Top of Records for this exercise

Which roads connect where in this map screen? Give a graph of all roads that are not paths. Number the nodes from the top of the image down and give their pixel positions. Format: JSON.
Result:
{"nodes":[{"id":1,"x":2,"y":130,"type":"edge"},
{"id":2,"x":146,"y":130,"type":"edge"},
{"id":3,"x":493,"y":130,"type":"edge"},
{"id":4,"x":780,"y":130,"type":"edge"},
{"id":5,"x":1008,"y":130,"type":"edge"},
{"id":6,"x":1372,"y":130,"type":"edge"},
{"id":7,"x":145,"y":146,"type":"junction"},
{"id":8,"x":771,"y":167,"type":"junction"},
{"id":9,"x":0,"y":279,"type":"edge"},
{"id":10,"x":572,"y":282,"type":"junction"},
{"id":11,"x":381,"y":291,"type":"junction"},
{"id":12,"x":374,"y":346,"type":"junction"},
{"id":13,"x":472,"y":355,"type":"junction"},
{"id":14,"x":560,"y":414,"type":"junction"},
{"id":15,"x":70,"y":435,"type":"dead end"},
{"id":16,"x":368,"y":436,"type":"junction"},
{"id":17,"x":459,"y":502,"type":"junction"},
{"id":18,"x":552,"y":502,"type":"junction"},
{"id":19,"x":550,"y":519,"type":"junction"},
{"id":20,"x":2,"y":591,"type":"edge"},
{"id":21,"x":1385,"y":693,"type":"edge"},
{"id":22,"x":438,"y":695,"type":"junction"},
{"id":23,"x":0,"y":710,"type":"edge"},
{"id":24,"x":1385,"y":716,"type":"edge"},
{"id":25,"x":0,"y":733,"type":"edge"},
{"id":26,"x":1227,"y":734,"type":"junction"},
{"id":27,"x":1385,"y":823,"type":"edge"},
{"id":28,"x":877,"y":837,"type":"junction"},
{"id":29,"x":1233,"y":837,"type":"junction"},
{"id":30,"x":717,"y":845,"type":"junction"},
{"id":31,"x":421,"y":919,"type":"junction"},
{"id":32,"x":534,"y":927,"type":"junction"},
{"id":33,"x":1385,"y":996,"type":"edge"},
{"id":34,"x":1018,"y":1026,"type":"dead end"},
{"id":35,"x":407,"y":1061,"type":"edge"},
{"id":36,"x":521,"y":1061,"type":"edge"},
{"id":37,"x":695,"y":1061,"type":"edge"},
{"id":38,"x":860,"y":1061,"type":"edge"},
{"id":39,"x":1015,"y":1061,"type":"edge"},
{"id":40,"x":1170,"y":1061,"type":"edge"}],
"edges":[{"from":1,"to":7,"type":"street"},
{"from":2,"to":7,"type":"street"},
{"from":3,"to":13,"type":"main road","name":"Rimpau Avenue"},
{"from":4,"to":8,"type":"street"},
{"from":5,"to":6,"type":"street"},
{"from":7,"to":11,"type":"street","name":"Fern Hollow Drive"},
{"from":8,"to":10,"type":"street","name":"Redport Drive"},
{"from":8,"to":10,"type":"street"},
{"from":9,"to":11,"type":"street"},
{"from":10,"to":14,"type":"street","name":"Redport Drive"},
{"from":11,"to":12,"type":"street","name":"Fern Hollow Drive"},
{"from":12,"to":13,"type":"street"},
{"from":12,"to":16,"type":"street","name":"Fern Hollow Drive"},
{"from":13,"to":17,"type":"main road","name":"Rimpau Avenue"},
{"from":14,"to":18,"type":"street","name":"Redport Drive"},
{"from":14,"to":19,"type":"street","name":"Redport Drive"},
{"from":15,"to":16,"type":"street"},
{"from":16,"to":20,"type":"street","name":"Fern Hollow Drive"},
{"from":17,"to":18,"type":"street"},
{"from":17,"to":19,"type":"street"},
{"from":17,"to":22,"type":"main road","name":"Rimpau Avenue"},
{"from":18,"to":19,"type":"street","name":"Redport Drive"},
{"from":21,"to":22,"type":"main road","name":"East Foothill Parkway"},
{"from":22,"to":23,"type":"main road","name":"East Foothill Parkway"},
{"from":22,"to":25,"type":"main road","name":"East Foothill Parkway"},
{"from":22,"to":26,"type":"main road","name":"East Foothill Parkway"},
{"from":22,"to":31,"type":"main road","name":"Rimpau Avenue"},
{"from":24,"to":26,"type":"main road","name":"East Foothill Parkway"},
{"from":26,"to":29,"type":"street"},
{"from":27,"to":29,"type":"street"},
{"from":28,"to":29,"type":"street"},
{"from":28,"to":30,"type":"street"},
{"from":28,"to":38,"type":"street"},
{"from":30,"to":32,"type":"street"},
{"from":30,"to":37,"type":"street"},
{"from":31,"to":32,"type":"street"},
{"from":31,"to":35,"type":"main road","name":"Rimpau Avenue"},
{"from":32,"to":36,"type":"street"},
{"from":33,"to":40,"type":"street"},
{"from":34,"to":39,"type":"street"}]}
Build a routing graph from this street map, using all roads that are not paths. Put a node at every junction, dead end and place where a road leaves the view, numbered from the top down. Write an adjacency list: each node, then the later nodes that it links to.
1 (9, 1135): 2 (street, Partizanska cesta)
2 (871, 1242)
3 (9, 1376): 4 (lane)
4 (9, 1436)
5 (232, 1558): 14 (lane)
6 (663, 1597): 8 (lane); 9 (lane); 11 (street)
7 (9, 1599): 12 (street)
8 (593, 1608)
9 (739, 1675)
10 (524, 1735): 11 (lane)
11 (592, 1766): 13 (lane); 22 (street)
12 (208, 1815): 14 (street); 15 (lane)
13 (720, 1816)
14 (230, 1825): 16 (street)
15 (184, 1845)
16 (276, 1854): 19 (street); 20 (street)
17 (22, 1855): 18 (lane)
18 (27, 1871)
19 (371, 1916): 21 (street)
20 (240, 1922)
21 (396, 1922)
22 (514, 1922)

Bottom of Records for this exercise

The answer should consist only of the lines from the one with "Build a routing" to the final line of the records above, retyped word for word.

> [Written solution]
Build a routing graph from this street map, using all roads that are not paths. Put a node at every junction, dead end and place where a road leaves the view, numbered from the top down. Write an adjacency list: each node, then the later nodes that it links to.
1 (9, 1135): 2 (street, Partizanska cesta)
2 (871, 1242)
3 (9, 1376): 4 (lane)
4 (9, 1436)
5 (232, 1558): 14 (lane)
6 (663, 1597): 8 (lane); 9 (lane); 11 (street)
7 (9, 1599): 12 (street)
8 (593, 1608)
9 (739, 1675)
10 (524, 1735): 11 (lane)
11 (592, 1766): 13 (lane); 22 (street)
12 (208, 1815): 14 (street); 15 (lane)
13 (720, 1816)
14 (230, 1825): 16 (street)
15 (184, 1845)
16 (276, 1854): 19 (street); 20 (street)
17 (22, 1855): 18 (lane)
18 (27, 1871)
19 (371, 1916): 21 (street)
20 (240, 1922)
21 (396, 1922)
22 (514, 1922)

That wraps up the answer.